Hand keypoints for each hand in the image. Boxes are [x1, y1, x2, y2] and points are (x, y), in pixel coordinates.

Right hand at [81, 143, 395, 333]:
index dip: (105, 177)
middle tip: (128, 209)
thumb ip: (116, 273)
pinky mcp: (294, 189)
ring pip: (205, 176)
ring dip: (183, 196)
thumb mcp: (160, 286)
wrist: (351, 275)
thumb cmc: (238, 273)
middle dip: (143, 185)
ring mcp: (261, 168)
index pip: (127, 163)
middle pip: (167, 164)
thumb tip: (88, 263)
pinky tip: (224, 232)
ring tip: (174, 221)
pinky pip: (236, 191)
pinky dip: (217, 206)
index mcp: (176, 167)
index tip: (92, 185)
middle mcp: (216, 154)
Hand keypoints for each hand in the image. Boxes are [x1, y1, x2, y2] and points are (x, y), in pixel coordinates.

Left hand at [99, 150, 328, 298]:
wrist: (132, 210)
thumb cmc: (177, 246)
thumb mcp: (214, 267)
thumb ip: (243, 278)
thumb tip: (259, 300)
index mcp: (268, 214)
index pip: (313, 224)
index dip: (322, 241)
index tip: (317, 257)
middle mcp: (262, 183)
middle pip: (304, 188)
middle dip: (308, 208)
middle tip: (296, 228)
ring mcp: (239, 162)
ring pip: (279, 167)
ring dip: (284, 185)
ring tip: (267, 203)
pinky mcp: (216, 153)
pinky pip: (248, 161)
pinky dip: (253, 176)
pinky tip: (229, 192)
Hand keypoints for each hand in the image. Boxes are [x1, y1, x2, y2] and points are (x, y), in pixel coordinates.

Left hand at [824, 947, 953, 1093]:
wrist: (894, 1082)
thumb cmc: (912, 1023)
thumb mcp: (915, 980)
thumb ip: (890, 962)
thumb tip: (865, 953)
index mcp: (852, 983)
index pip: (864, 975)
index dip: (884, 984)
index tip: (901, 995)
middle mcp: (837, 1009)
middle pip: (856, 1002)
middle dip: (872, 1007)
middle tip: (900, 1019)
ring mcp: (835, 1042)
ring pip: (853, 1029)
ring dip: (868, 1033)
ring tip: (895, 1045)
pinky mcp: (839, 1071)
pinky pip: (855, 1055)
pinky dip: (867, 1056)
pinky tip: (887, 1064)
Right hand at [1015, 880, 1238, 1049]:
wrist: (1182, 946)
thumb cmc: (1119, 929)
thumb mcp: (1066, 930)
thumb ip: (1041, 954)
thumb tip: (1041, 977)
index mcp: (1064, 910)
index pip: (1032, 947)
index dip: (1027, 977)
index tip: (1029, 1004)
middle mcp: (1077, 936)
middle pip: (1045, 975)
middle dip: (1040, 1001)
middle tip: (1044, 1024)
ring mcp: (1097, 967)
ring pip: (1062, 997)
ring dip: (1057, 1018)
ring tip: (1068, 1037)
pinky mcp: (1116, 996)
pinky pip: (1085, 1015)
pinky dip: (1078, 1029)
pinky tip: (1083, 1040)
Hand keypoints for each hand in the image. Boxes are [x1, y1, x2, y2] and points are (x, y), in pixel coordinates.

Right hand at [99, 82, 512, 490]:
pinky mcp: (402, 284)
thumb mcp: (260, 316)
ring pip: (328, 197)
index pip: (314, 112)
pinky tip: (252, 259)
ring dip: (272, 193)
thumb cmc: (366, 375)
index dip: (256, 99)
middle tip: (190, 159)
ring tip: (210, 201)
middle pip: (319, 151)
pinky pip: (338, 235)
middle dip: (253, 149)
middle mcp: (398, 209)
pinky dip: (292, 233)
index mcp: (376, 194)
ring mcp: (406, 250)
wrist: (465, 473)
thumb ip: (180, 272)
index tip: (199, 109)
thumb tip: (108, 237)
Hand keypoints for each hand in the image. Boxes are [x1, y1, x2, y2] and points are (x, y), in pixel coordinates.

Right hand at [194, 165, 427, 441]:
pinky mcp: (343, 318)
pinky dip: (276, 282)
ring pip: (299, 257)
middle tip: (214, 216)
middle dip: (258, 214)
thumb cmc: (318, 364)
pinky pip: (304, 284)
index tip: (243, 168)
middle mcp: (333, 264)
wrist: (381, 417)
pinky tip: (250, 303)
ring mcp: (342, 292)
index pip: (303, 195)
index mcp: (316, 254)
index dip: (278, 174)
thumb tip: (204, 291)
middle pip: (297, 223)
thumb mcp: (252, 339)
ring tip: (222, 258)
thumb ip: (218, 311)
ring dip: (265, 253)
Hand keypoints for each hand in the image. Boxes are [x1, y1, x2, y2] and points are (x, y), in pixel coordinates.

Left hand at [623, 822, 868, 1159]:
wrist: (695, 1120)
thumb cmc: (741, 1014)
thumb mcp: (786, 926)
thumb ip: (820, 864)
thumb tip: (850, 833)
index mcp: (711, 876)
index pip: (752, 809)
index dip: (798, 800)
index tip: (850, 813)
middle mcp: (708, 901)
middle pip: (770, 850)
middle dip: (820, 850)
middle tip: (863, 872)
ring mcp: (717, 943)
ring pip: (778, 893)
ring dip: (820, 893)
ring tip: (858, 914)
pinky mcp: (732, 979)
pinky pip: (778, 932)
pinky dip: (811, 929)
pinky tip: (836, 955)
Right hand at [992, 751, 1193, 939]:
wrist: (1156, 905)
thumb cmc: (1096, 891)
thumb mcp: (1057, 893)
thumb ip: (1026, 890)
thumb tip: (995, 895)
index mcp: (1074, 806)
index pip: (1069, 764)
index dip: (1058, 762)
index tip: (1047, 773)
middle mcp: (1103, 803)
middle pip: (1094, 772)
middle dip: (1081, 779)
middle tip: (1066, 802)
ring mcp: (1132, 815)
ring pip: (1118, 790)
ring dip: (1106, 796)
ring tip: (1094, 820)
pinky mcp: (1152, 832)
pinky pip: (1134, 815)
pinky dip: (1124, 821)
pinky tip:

▶ **Work to complete**
Note how many lines of the material hold the word "Right", then state that number alone.

▶ **Answer space**
5